In this material, which lines include the string "Cerda"? Show them.
►
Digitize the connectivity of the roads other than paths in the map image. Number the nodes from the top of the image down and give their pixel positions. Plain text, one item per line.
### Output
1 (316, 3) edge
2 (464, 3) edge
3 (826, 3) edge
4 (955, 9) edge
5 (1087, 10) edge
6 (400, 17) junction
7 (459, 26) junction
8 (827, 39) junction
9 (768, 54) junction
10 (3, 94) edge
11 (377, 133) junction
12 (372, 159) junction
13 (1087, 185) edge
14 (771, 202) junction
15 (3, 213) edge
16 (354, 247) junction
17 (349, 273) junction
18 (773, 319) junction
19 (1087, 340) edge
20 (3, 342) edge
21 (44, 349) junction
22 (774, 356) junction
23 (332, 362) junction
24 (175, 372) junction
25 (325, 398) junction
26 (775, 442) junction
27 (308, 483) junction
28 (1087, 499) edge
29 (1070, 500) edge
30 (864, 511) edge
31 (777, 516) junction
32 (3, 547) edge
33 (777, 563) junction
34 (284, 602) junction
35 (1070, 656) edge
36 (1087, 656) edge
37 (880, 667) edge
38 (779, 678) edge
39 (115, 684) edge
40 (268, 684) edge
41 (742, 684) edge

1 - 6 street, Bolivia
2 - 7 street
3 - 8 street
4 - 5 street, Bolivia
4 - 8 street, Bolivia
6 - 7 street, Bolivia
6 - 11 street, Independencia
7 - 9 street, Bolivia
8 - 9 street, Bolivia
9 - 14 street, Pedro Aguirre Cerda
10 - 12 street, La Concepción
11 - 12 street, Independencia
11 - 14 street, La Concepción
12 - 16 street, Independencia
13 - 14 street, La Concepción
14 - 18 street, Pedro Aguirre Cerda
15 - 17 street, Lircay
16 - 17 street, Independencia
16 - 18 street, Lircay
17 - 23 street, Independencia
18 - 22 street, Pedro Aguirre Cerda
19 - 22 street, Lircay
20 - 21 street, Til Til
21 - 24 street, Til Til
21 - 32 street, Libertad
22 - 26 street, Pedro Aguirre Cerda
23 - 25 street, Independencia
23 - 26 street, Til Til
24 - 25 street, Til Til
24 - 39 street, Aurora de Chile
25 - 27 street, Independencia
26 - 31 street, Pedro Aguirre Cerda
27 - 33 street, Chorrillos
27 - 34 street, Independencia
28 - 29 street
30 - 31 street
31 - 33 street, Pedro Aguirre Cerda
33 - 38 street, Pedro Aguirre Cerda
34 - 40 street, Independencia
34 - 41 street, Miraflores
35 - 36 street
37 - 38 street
◄
Task answer
9 - 14 street, Pedro Aguirre Cerda
14 - 18 street, Pedro Aguirre Cerda
18 - 22 street, Pedro Aguirre Cerda
22 - 26 street, Pedro Aguirre Cerda
26 - 31 street, Pedro Aguirre Cerda
31 - 33 street, Pedro Aguirre Cerda
33 - 38 street, Pedro Aguirre Cerda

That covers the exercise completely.